È morto Pasquale Squitieri

Lottava da due anni contro un cancro ai polmoni. Nato a Napoli nel 1938, il regista, sceneggiatore e uomo politico Pasquale Squitieri, è morto oggi all’età di 78 anni nella Villa San Pietro di Roma. Laureato in Giurisprudenza, Squitieri debuttò nel cinema come regista e sceneggiatore con Io e Dio (1969), prodotto da Vittorio De Sica, per poi firmarsi con lo pseudonimo William Redford nei due spaghetti western Django sfida Sartana (1970) e La vendetta è un piatto che si serve freddo (1971), pellicole sulla falsariga di registi come Sergio Leone. Comincerà ben presto ad affrontare tematiche di forte impatto politico, con film come L’ambizioso (1975), Il prefetto di ferro (1977) e Corleone (1978), Viaggia, ragazza, Gli invisibili (1988), L’avvocato de Gregorio (2003), Razza selvaggia (1980), I guappi (1974), Claretta (1984) e Li chiamarono… briganti! (1999). Molti dei suoi film gli valsero numerose critiche, anche di revisionismo storico.

Uomo pertinace, polemico, dalla volontà spesso brutale, la sua vita (così come la sua arte) è sempre stata caratterizzata da una forte commistione e sovrapposizione di elementi politici e polemici, spesso in accesa contraddizione e in aperta disputa con il mondo politico-intellettuale circostante.
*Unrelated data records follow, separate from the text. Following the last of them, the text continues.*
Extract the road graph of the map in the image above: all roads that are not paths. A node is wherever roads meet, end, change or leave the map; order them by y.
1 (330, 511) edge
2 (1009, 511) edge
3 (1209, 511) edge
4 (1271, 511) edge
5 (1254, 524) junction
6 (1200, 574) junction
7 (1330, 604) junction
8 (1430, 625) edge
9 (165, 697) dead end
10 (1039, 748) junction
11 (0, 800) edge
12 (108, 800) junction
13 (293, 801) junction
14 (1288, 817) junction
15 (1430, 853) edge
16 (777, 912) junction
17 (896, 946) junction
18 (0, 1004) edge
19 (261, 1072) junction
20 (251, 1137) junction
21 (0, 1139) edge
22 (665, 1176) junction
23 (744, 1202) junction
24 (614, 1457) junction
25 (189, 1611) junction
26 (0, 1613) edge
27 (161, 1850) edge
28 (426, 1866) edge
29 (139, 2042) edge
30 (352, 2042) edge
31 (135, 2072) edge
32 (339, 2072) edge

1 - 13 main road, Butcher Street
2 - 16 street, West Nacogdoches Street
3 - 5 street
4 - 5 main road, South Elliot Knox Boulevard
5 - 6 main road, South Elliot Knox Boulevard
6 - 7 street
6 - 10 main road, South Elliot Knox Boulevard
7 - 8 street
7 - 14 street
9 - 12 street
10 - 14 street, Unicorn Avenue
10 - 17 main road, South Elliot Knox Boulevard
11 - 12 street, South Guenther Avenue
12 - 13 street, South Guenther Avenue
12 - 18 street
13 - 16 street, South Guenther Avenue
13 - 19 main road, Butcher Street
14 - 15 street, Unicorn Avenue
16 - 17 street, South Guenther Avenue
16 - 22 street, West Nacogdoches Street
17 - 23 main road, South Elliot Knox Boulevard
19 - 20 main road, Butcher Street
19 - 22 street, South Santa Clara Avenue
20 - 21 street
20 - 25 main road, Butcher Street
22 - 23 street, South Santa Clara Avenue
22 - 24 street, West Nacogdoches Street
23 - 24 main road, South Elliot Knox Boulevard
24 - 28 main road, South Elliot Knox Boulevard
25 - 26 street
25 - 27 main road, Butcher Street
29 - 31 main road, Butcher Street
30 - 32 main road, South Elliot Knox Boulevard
Il suo ultimo film, L’altro Adamo, thriller fantascientifico ambientato in un futuro vicino, era stato presentato durante la Festa del Cinema di Roma del 2014. Di lui Claudia Cardinale, sua compagna per oltre vent’anni, aveva detto: “Per me ha rappresentato, e rappresenta, la libertà. […] È la sua libertà totale che mi ha affascinato“.